*REQUIREMENT*
Your task is to give the listing below back word for word, pictures excluded.

*** INPUT DATA Section Begins ***

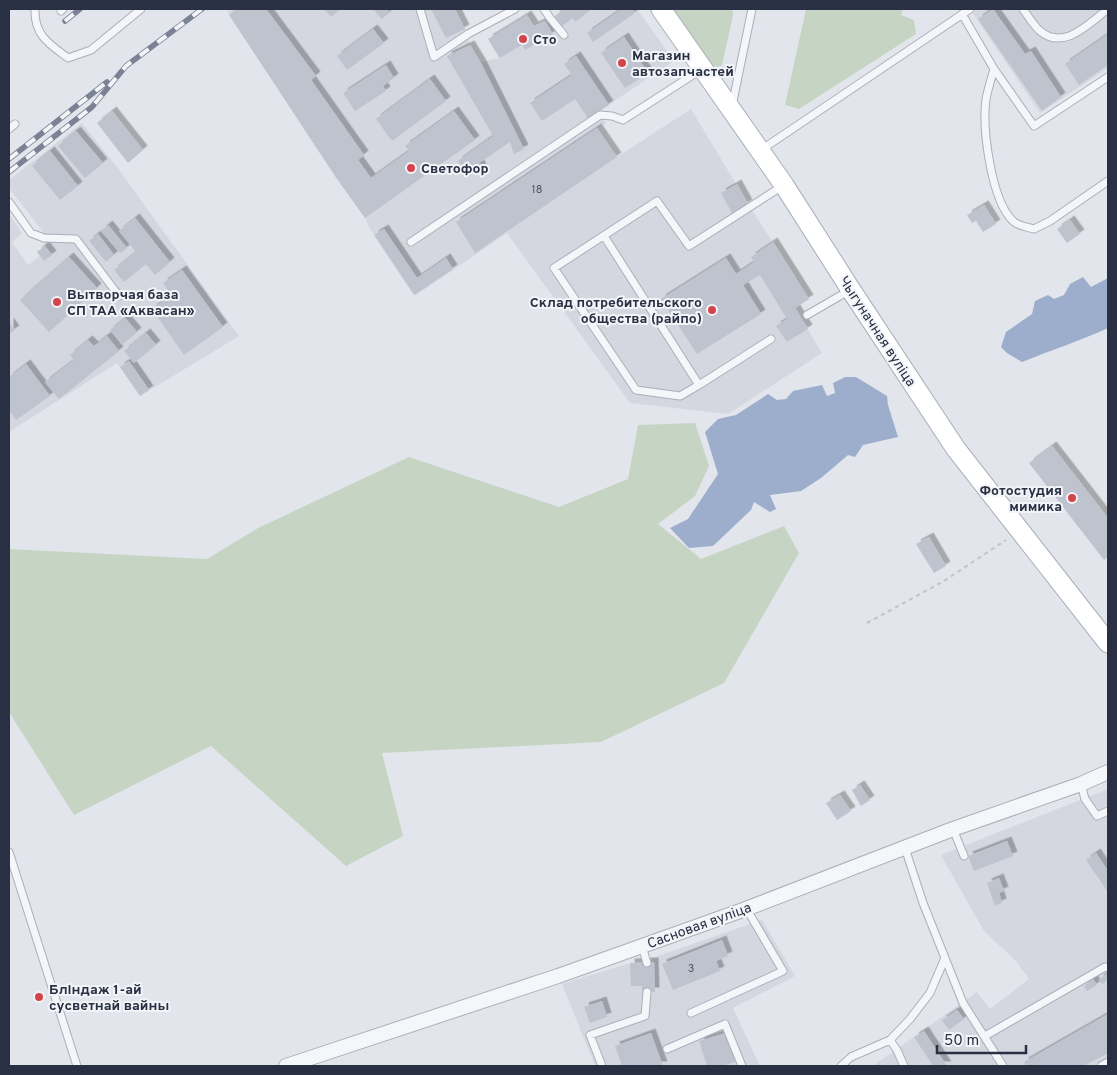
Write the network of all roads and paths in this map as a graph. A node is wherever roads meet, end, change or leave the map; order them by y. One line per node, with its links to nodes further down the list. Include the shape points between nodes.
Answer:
1 (35, 9): 2 (lane, via 34,18 43,40 68,58 91,50)
2 (142, 9)
3 (420, 9): 4 (lane, via 434,57)
4 (515, 9)
5 (544, 9): 12 (lane)
6 (661, 9): 13 (street, Чыгуначная вуліца)
7 (970, 9): 11 (lane)
8 (1023, 9): 9 (lane, via 1038,30 1050,38 1063,39)
9 (1108, 9)
10 (751, 10): 16 (lane)
11 (962, 14): 14 (lane); 19 (lane)
12 (564, 35)
13 (703, 69): 16 (street, Чыгуначная вуліца); 24 (lane, via 623,120 600,115)
14 (994, 69): 15 (lane, via 1034,126); 20 (lane, via 986,100 989,155 999,200 1014,223 1034,229)
15 (1108, 77)
16 (732, 109): 19 (street, Чыгуначная вуліца)
17 (15, 124): 18 (lane)
18 (9, 129)
19 (760, 150): 21 (street, Чыгуначная вуліца)
20 (1108, 182)
21 (784, 185): 23 (lane, via 689,246 657,201); 25 (street, Чыгуначная вуліца)
22 (9, 202): 26 (lane, via 31,233 44,238 76,239)
23 (604, 236): 29 (lane); 29 (lane, via 554,268 636,390 680,396)
24 (411, 242)
25 (850, 290): 27 (lane); 30 (street, Чыгуначная вуліца, via 956,449)
26 (119, 296)
27 (807, 316)
28 (771, 339): 29 (lane)
29 (699, 385)
30 (1020, 531): 31 (path, via 944,581); 32 (street, Чыгуначная вуліца)
31 (867, 623)
32 (1108, 643)
33 (1108, 772): 34 (street, Сасновая вуліца)
34 (1081, 784): 35 (lane, via 1085,799 1097,816); 36 (street, Сасновая вуліца)
35 (1108, 812)
36 (953, 829): 37 (street, Сасновая вуліца); 39 (lane)
37 (905, 848): 40 (street, Сасновая вуліца); 42 (lane)
38 (9, 852): 51 (lane)
39 (964, 856)
40 (746, 908): 41 (street, Сасновая вуліца); 46 (lane, via 783,971)
41 (642, 946): 43 (lane); 52 (street, Сасновая вуліца)
42 (945, 958): 47 (lane, via 963,1003); 48 (lane, via 930,993)
43 (647, 963)
44 (1108, 968): 47 (lane)
45 (647, 992): 53 (lane, via 645,1016 590,1035)
46 (691, 1013)
47 (985, 1036): 57 (lane)
48 (890, 1040): 55 (lane, via 851,1057); 56 (lane)
49 (667, 1050): 54 (lane, via 725,1024)
50 (1108, 1062): 58 (lane)
51 (77, 1066)
52 (286, 1066)
53 (602, 1066)
54 (742, 1066)
55 (841, 1066)
56 (904, 1066)
57 (1003, 1066)
58 (1101, 1066)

*** INPUT DATA Section Ends ***

*ANSWER*
Write the network of all roads and paths in this map as a graph. A node is wherever roads meet, end, change or leave the map; order them by y. One line per node, with its links to nodes further down the list. Include the shape points between nodes.
Answer:
1 (35, 9): 2 (lane, via 34,18 43,40 68,58 91,50)
2 (142, 9)
3 (420, 9): 4 (lane, via 434,57)
4 (515, 9)
5 (544, 9): 12 (lane)
6 (661, 9): 13 (street, Чыгуначная вуліца)
7 (970, 9): 11 (lane)
8 (1023, 9): 9 (lane, via 1038,30 1050,38 1063,39)
9 (1108, 9)
10 (751, 10): 16 (lane)
11 (962, 14): 14 (lane); 19 (lane)
12 (564, 35)
13 (703, 69): 16 (street, Чыгуначная вуліца); 24 (lane, via 623,120 600,115)
14 (994, 69): 15 (lane, via 1034,126); 20 (lane, via 986,100 989,155 999,200 1014,223 1034,229)
15 (1108, 77)
16 (732, 109): 19 (street, Чыгуначная вуліца)
17 (15, 124): 18 (lane)
18 (9, 129)
19 (760, 150): 21 (street, Чыгуначная вуліца)
20 (1108, 182)
21 (784, 185): 23 (lane, via 689,246 657,201); 25 (street, Чыгуначная вуліца)
22 (9, 202): 26 (lane, via 31,233 44,238 76,239)
23 (604, 236): 29 (lane); 29 (lane, via 554,268 636,390 680,396)
24 (411, 242)
25 (850, 290): 27 (lane); 30 (street, Чыгуначная вуліца, via 956,449)
26 (119, 296)
27 (807, 316)
28 (771, 339): 29 (lane)
29 (699, 385)
30 (1020, 531): 31 (path, via 944,581); 32 (street, Чыгуначная вуліца)
31 (867, 623)
32 (1108, 643)
33 (1108, 772): 34 (street, Сасновая вуліца)
34 (1081, 784): 35 (lane, via 1085,799 1097,816); 36 (street, Сасновая вуліца)
35 (1108, 812)
36 (953, 829): 37 (street, Сасновая вуліца); 39 (lane)
37 (905, 848): 40 (street, Сасновая вуліца); 42 (lane)
38 (9, 852): 51 (lane)
39 (964, 856)
40 (746, 908): 41 (street, Сасновая вуліца); 46 (lane, via 783,971)
41 (642, 946): 43 (lane); 52 (street, Сасновая вуліца)
42 (945, 958): 47 (lane, via 963,1003); 48 (lane, via 930,993)
43 (647, 963)
44 (1108, 968): 47 (lane)
45 (647, 992): 53 (lane, via 645,1016 590,1035)
46 (691, 1013)
47 (985, 1036): 57 (lane)
48 (890, 1040): 55 (lane, via 851,1057); 56 (lane)
49 (667, 1050): 54 (lane, via 725,1024)
50 (1108, 1062): 58 (lane)
51 (77, 1066)
52 (286, 1066)
53 (602, 1066)
54 (742, 1066)
55 (841, 1066)
56 (904, 1066)
57 (1003, 1066)
58 (1101, 1066)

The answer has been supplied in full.